§ **Exercise goal**: This exercise asks for every line of the material that contains the word "options".

§ **Input records**:
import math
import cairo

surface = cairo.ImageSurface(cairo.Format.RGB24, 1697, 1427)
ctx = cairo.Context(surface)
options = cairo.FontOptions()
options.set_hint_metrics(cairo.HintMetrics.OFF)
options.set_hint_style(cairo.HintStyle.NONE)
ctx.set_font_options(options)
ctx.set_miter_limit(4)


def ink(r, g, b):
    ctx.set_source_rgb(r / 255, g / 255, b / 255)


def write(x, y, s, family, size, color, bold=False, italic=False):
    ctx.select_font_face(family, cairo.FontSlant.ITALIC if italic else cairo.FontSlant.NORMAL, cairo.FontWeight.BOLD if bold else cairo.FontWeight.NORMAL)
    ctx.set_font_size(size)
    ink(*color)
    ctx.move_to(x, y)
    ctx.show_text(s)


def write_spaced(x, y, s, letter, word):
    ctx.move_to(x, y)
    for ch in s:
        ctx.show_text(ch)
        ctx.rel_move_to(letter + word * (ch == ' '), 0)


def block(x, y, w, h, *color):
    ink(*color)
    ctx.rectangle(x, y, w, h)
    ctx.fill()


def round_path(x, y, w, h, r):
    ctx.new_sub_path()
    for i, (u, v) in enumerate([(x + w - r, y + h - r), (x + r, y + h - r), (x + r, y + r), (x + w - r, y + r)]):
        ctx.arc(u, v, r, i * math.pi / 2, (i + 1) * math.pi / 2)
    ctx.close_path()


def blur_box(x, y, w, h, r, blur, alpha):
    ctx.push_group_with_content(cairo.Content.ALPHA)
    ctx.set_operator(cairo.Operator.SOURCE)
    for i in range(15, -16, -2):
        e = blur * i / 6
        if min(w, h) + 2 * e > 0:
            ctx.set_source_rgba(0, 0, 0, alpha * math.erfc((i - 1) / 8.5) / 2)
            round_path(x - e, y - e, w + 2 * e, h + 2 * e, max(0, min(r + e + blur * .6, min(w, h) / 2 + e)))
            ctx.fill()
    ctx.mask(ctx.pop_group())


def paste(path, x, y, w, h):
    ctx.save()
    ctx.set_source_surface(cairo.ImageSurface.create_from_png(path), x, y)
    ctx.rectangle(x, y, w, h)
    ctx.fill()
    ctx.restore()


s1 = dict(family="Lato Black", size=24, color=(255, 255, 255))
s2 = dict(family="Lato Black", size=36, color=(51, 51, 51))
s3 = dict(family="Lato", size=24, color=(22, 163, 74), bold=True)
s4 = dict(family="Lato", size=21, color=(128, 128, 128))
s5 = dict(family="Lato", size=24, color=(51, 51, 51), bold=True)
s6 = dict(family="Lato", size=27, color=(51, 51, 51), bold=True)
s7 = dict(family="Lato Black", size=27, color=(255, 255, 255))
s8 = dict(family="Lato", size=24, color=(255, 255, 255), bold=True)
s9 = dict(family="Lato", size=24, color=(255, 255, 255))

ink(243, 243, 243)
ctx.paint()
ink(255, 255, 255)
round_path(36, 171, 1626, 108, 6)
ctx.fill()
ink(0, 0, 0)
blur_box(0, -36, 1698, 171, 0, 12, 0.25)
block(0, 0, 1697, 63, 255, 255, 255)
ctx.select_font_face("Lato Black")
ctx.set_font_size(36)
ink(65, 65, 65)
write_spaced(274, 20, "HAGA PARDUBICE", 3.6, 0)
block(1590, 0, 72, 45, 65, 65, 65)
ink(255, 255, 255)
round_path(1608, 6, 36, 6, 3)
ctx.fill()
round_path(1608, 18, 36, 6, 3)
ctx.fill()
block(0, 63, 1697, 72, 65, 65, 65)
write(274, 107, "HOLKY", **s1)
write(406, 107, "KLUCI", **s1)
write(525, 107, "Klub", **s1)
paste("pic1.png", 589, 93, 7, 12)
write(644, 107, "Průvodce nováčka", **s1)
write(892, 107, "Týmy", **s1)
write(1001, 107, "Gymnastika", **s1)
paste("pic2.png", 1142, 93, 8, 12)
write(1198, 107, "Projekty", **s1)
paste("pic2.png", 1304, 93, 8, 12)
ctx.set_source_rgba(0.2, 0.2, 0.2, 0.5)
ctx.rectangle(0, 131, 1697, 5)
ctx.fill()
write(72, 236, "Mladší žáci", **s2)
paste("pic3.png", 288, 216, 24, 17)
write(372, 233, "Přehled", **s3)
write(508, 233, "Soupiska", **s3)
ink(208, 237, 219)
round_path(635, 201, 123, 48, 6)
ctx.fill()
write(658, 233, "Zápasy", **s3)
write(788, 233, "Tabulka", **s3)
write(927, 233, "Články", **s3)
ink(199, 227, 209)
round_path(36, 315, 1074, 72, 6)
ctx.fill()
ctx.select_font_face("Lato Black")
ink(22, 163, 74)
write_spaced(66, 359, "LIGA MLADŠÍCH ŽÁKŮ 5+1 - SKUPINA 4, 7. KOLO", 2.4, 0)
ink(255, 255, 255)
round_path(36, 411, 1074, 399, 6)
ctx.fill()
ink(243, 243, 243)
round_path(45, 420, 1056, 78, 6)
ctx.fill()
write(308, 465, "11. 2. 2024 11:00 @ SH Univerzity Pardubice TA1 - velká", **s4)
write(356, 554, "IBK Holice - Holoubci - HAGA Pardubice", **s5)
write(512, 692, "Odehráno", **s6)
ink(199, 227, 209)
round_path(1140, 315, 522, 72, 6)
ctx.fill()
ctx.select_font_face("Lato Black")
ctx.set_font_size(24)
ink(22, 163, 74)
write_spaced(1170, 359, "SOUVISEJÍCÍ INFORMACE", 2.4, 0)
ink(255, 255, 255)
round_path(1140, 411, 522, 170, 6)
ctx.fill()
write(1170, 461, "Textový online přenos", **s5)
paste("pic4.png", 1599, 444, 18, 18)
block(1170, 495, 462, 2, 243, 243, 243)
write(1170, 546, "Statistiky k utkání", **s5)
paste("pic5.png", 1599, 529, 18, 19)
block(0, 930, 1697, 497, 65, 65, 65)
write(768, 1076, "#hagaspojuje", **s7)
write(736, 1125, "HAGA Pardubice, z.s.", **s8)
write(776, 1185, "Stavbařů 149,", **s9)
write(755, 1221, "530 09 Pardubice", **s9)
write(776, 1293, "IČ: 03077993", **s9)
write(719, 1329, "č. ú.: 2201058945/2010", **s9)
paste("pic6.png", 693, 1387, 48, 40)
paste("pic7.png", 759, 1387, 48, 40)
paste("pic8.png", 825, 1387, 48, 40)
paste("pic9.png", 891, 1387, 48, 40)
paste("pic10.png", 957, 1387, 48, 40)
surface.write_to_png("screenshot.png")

§ **Response area**:
options = cairo.FontOptions()
options.set_hint_metrics(cairo.HintMetrics.OFF)
options.set_hint_style(cairo.HintStyle.NONE)
ctx.set_font_options(options)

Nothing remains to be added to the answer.